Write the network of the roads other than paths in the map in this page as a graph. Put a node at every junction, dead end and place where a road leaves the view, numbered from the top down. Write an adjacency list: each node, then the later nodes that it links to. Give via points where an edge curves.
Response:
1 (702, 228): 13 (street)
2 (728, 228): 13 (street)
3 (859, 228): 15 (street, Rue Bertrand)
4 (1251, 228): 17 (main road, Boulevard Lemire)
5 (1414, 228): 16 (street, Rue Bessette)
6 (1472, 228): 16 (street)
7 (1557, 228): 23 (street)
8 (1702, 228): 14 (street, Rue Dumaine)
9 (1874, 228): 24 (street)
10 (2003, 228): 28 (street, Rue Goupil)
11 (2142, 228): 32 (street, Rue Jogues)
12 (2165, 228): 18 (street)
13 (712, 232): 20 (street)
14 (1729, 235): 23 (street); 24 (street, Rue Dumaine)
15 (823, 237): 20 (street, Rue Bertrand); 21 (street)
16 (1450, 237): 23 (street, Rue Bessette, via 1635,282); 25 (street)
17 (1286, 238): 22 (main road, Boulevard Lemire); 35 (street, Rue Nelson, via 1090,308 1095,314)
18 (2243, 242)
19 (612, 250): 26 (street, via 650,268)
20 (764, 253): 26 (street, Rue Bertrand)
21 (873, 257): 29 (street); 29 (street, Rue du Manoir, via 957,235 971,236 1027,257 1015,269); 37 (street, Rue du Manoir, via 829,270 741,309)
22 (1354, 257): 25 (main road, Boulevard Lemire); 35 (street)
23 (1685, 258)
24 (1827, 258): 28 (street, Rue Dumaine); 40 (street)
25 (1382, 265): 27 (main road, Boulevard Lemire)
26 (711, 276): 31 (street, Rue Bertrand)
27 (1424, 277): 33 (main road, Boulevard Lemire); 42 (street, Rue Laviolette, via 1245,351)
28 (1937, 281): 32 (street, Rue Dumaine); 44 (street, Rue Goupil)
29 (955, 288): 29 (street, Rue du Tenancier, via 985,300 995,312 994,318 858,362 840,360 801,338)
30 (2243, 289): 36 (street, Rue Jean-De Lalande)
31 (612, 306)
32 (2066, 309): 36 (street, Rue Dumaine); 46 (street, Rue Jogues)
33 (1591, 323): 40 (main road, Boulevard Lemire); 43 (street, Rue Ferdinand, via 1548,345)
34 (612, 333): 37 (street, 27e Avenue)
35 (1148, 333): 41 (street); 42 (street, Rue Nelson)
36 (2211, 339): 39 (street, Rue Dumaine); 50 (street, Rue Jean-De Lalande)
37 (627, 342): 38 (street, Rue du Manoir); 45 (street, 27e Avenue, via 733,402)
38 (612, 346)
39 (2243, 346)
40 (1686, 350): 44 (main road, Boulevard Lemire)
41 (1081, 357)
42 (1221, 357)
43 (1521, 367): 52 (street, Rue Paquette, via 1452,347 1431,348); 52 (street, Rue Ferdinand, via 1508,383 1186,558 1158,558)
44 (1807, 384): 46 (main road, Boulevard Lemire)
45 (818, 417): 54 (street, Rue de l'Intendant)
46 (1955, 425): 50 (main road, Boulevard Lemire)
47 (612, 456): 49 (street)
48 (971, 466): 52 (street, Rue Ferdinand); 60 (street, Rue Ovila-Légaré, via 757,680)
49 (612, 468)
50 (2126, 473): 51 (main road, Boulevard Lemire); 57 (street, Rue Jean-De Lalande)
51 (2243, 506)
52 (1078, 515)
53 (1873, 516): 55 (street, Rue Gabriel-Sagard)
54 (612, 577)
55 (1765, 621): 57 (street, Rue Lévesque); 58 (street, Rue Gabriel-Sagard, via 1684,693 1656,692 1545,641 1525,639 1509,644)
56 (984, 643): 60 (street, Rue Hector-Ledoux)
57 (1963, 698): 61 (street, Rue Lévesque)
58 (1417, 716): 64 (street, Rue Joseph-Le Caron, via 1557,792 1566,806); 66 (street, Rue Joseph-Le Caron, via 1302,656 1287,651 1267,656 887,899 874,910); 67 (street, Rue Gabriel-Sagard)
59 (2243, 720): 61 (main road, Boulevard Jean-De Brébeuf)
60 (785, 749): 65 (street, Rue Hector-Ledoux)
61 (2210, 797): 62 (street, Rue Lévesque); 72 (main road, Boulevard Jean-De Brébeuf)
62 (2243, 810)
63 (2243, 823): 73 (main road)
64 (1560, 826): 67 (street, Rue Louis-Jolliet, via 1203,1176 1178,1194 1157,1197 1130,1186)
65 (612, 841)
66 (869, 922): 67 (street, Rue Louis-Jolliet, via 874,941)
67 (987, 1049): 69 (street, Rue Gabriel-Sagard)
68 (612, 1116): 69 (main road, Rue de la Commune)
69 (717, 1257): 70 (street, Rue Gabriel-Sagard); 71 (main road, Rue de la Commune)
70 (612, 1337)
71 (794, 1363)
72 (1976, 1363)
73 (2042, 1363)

● **Work item**
Report back each line of the entries that holds the string "Louis".

● **Solution to the exercise**
64 (1560, 826): 67 (street, Rue Louis-Jolliet, via 1203,1176 1178,1194 1157,1197 1130,1186)
66 (869, 922): 67 (street, Rue Louis-Jolliet, via 874,941)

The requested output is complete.